Retype the opening lines of the data exactly, stopping after the line that contains "thumb mcp: (637, 287)". Skip every picture.
========================
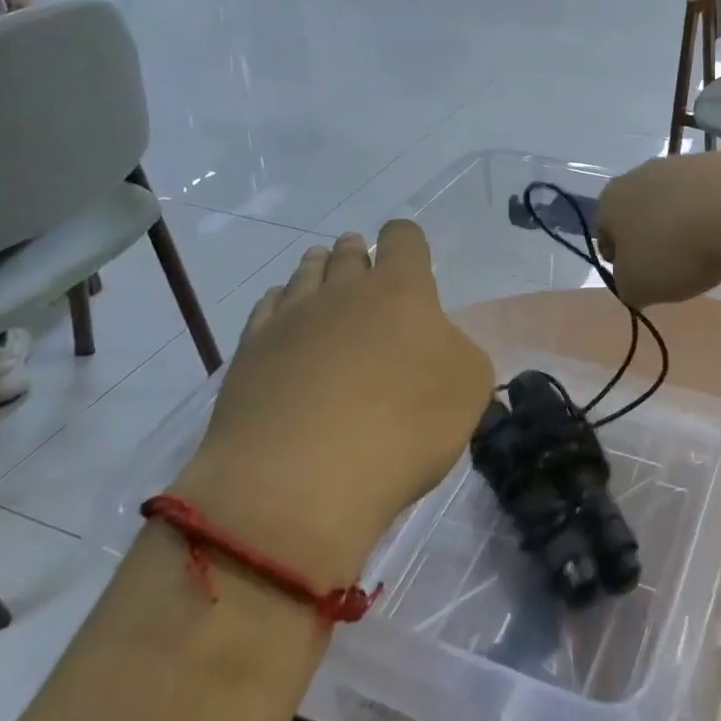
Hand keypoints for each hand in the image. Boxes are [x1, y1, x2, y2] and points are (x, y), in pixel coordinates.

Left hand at [174, 223, 492, 579]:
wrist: (301, 482)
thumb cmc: (403, 427)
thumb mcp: (470, 388)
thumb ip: (458, 352)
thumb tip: (436, 347)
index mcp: (401, 289)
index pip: (403, 238)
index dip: (408, 244)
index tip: (412, 265)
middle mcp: (343, 289)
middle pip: (349, 251)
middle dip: (360, 257)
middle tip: (367, 279)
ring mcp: (291, 317)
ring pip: (306, 273)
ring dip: (320, 273)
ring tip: (327, 291)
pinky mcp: (250, 350)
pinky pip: (268, 307)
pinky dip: (282, 308)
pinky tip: (287, 326)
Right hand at [595, 153, 720, 306]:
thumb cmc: (675, 250)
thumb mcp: (637, 287)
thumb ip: (627, 286)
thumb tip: (634, 279)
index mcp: (611, 200)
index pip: (604, 233)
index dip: (619, 260)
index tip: (639, 280)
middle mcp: (641, 174)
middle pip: (641, 216)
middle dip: (654, 243)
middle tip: (673, 271)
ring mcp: (682, 165)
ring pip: (677, 207)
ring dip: (686, 231)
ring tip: (709, 259)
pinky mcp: (720, 165)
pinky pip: (710, 201)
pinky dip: (716, 220)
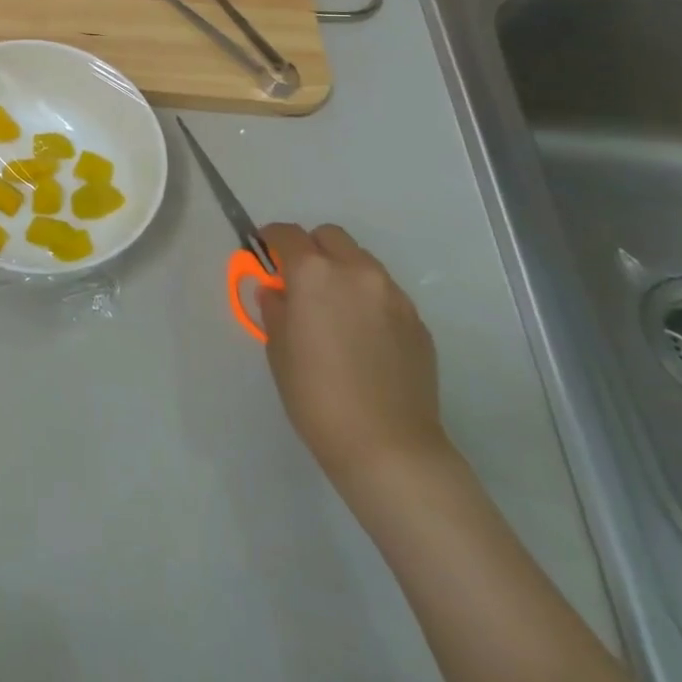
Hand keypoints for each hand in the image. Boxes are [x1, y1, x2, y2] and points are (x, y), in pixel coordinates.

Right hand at [257, 223, 447, 498]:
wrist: (388, 447)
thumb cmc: (316, 394)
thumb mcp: (277, 348)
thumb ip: (275, 308)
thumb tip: (277, 292)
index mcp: (314, 273)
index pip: (287, 234)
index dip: (271, 239)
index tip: (263, 253)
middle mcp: (356, 272)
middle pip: (330, 236)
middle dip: (311, 248)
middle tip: (299, 280)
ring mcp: (393, 296)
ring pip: (362, 262)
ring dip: (342, 271)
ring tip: (334, 309)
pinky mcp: (417, 322)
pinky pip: (385, 293)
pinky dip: (367, 299)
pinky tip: (362, 336)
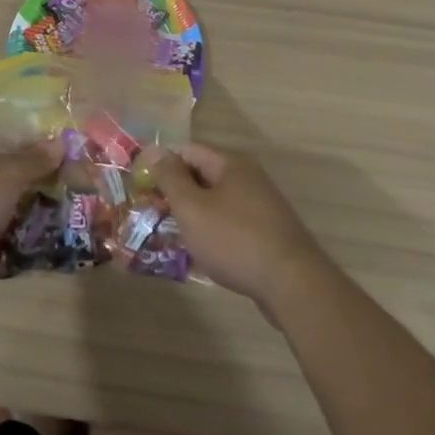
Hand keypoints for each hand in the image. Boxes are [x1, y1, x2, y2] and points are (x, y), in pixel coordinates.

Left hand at [0, 126, 62, 269]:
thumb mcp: (8, 173)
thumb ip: (35, 159)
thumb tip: (60, 143)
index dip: (28, 142)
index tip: (55, 154)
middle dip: (26, 179)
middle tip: (58, 185)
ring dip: (16, 208)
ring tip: (51, 212)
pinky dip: (3, 232)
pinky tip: (30, 237)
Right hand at [142, 143, 330, 308]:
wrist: (291, 283)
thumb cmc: (234, 240)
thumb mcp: (192, 207)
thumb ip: (170, 178)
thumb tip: (155, 150)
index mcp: (231, 163)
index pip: (187, 151)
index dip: (162, 166)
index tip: (142, 188)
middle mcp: (248, 176)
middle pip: (203, 174)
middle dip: (177, 192)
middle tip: (152, 213)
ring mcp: (261, 204)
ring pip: (216, 201)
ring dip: (194, 214)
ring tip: (172, 235)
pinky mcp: (268, 231)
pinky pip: (231, 222)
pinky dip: (213, 231)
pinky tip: (202, 252)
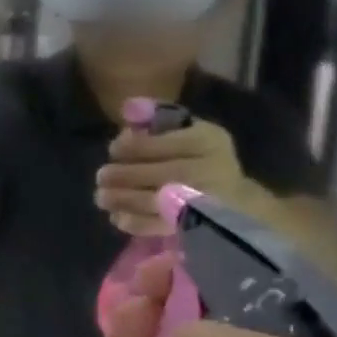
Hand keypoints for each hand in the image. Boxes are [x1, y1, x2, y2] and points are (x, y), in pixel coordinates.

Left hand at [96, 120, 258, 234]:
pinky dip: (133, 222)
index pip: (161, 143)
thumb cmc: (202, 158)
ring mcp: (203, 202)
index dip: (131, 147)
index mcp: (206, 141)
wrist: (236, 201)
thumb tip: (129, 108)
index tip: (113, 149)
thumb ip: (159, 117)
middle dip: (122, 175)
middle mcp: (209, 170)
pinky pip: (159, 226)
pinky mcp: (195, 227)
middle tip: (101, 176)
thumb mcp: (189, 129)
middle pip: (158, 173)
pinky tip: (117, 216)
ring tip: (101, 196)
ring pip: (154, 201)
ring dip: (121, 199)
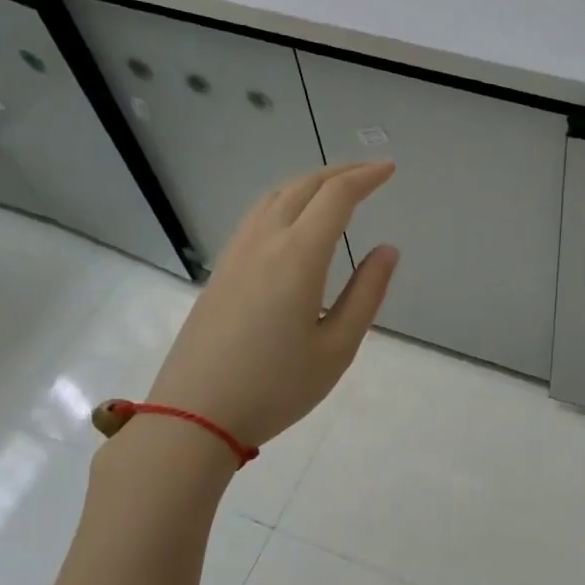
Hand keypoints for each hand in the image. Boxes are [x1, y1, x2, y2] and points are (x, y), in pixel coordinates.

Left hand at [142, 162, 398, 447]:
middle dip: (340, 172)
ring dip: (309, 183)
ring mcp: (236, 254)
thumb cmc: (276, 387)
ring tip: (335, 190)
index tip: (390, 170)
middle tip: (370, 173)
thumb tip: (387, 251)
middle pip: (303, 186)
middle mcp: (264, 242)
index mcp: (298, 257)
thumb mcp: (337, 348)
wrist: (193, 415)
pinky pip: (257, 216)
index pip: (336, 197)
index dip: (366, 177)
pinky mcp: (221, 270)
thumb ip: (366, 294)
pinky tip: (294, 220)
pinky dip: (285, 201)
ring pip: (275, 197)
========================
Solution to the problem:
Hand keypoints for each hand in the image. Boxes are [x1, y1, x2, y2] and points are (x, y), in pixel coordinates.

Left hand at [174, 223, 492, 579]:
wrist: (301, 482)
thumb cmc: (403, 427)
thumb mcp: (470, 388)
thumb ip: (458, 352)
thumb tip: (436, 347)
index mcp: (401, 289)
index pip: (403, 238)
index dip: (408, 244)
index tip: (412, 265)
middle mcp: (343, 289)
middle pip: (349, 251)
middle dip: (360, 257)
middle tip: (367, 279)
ring mcp: (291, 317)
ring pip: (306, 273)
ring dip: (320, 273)
ring tip: (327, 291)
pinky mcp: (250, 350)
pinky pip: (268, 307)
pinky dip: (282, 308)
pinky tip: (287, 326)
Right hand at [595, 153, 720, 306]:
thumb cmc: (675, 250)
thumb mcp: (637, 287)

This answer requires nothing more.